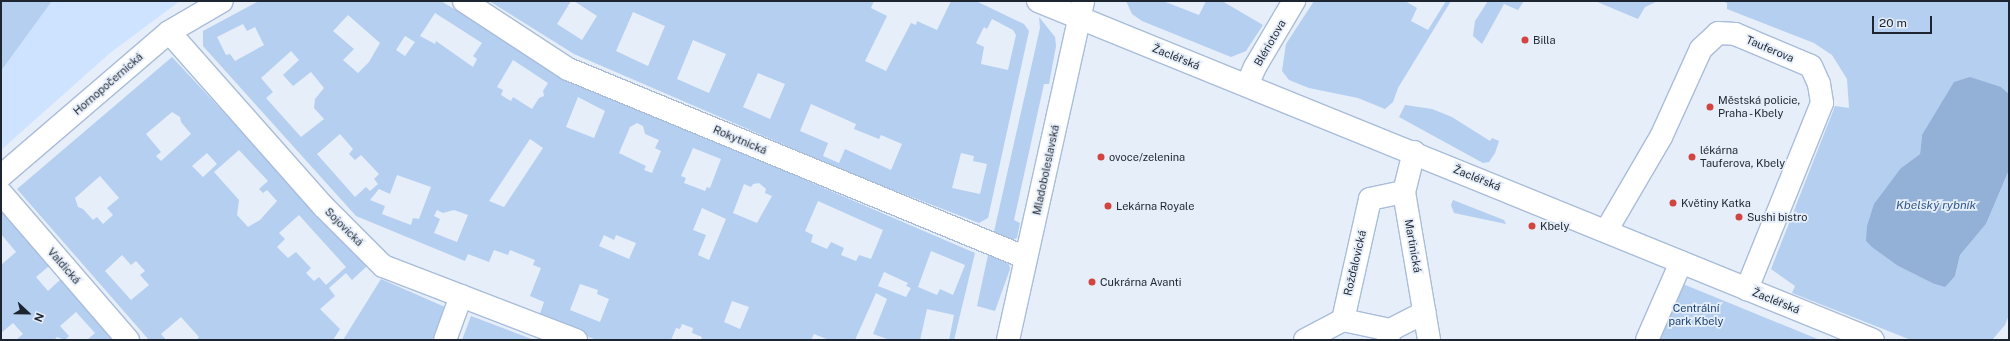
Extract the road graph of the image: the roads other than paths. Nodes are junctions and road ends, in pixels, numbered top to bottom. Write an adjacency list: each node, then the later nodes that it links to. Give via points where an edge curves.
1 (222, 1): 6 (street, Hornopočernická)
2 (464, 1): 13 (street, Rokytnická, via 568,69)
3 (1038, 1): 5 (street)
4 (1294, 1): 7 (street, Blériotova, via 1255,67)
5 (1082, 9): 7 (street, Žacléřská); 13 (street, Mladoboleslavská)
6 (169, 32): 9 (street, Hornopočernická); 16 (street, Sojovická, via 324,207 383,266)
7 (1248, 85): 8 (street, Žacléřská)
8 (1414, 152): 10 (street, Martinická); 12 (street, Žacléřská)
9 (1, 176)
10 (1404, 192): 17 (street, Martinická); 18 (street, Rožďalovická, via 1370,199)
11 (1, 193): 20 (street, Valdická)
12 (1606, 231): 14 (street, Žacléřská); 15 (street, Tauferova, via 1662,137 1701,49 1718,33 1735,34 1811,66 1819,84 1822,103)
13 (1026, 258): 23 (street, Mladoboleslavská)
14 (1681, 262): 15 (street, Žacléřská); 26 (street)
15 (1747, 289): 27 (street, Žacléřská)
16 (461, 296): 21 (street); 22 (street, Sojovická)
17 (1425, 312): 19 (street); 25 (street, Martinická)
18 (1343, 320): 19 (street); 24 (street)
19 (1388, 335)
20 (128, 340)
21 (445, 340)
22 (576, 340)
23 (1008, 340)
24 (1305, 340)
25 (1429, 340)
26 (1647, 340)
27 (1873, 340)

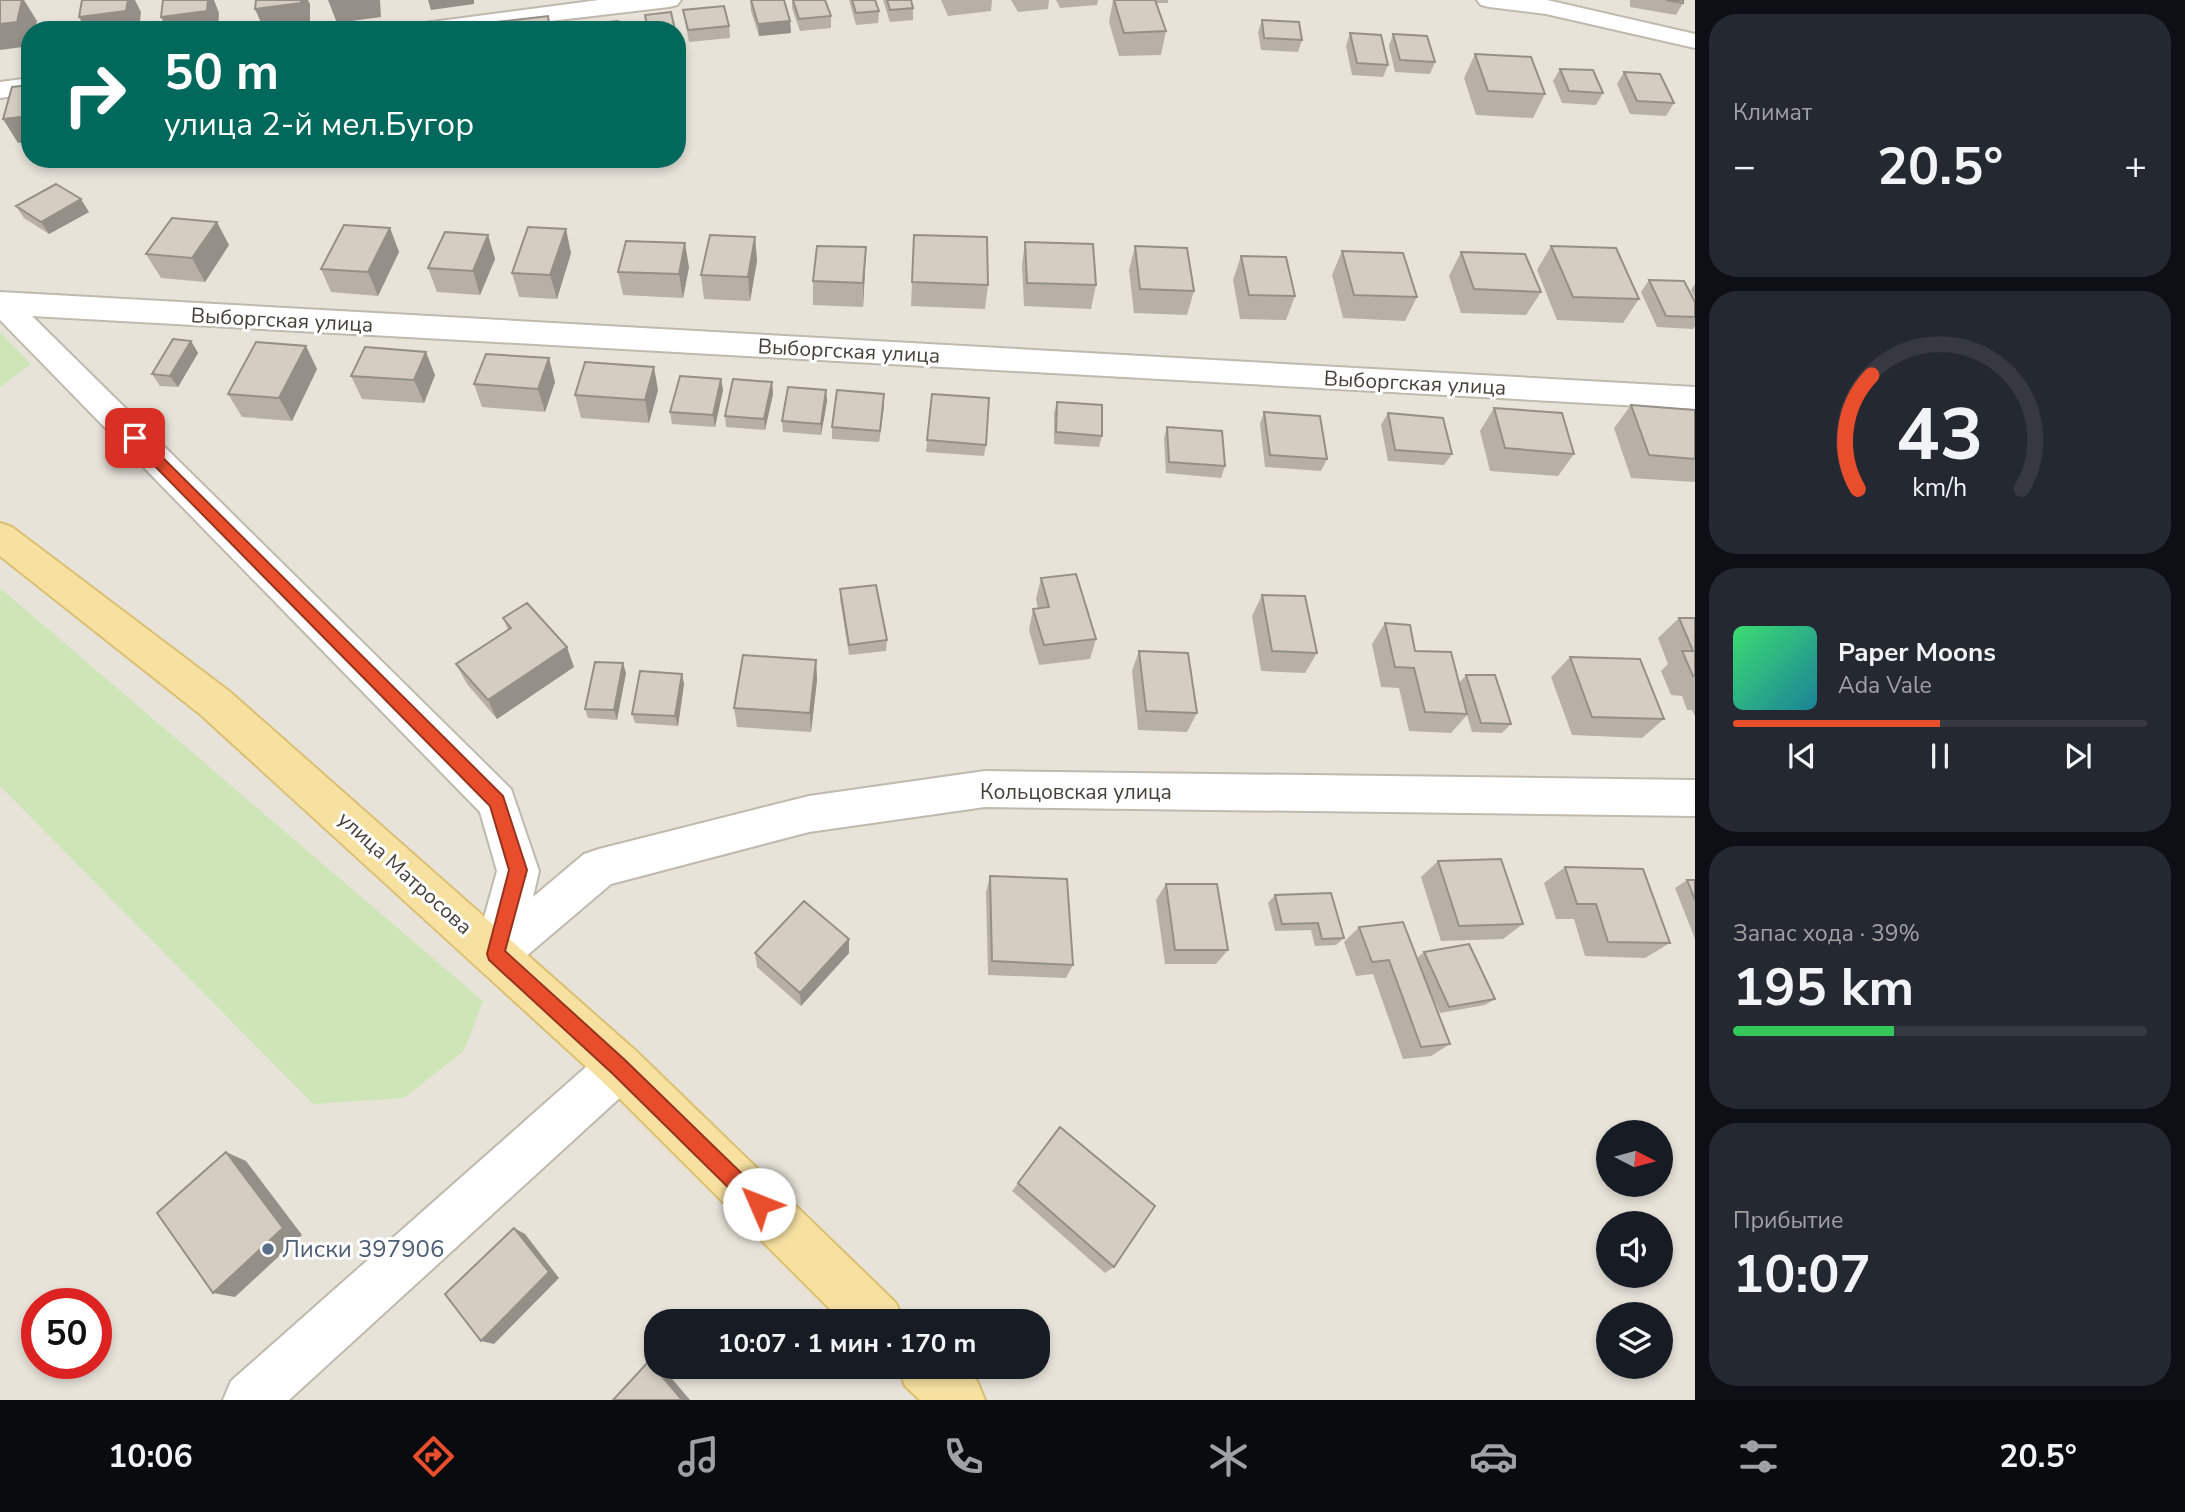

## EXERCISE BRIEF
Would you restate the listing word for word and leave every picture out?

## PROBLEM SOLUTION
Extract the road graph of the image: the roads other than paths. Nodes are junctions and road ends, in pixels, numbered top to bottom. Write an adjacency list: each node, then the later nodes that it links to. Give via points where an edge curves.
1 (222, 1): 6 (street, Hornopočernická)
2 (464, 1): 13 (street, Rokytnická, via 568,69)
3 (1038, 1): 5 (street)
4 (1294, 1): 7 (street, Blériotova, via 1255,67)
5 (1082, 9): 7 (street, Žacléřská); 13 (street, Mladoboleslavská)
6 (169, 32): 9 (street, Hornopočernická); 16 (street, Sojovická, via 324,207 383,266)
7 (1248, 85): 8 (street, Žacléřská)
8 (1414, 152): 10 (street, Martinická); 12 (street, Žacléřská)
9 (1, 176)
10 (1404, 192): 17 (street, Martinická); 18 (street, Rožďalovická, via 1370,199)
11 (1, 193): 20 (street, Valdická)
12 (1606, 231): 14 (street, Žacléřská); 15 (street, Tauferova, via 1662,137 1701,49 1718,33 1735,34 1811,66 1819,84 1822,103)
13 (1026, 258): 23 (street, Mladoboleslavská)
14 (1681, 262): 15 (street, Žacléřská); 26 (street)
15 (1747, 289): 27 (street, Žacléřská)
16 (461, 296): 21 (street); 22 (street, Sojovická)
17 (1425, 312): 19 (street); 25 (street, Martinická)
18 (1343, 320): 19 (street); 24 (street)
19 (1388, 335)
20 (128, 340)
21 (445, 340)
22 (576, 340)
23 (1008, 340)
24 (1305, 340)
25 (1429, 340)
26 (1647, 340)
27 (1873, 340)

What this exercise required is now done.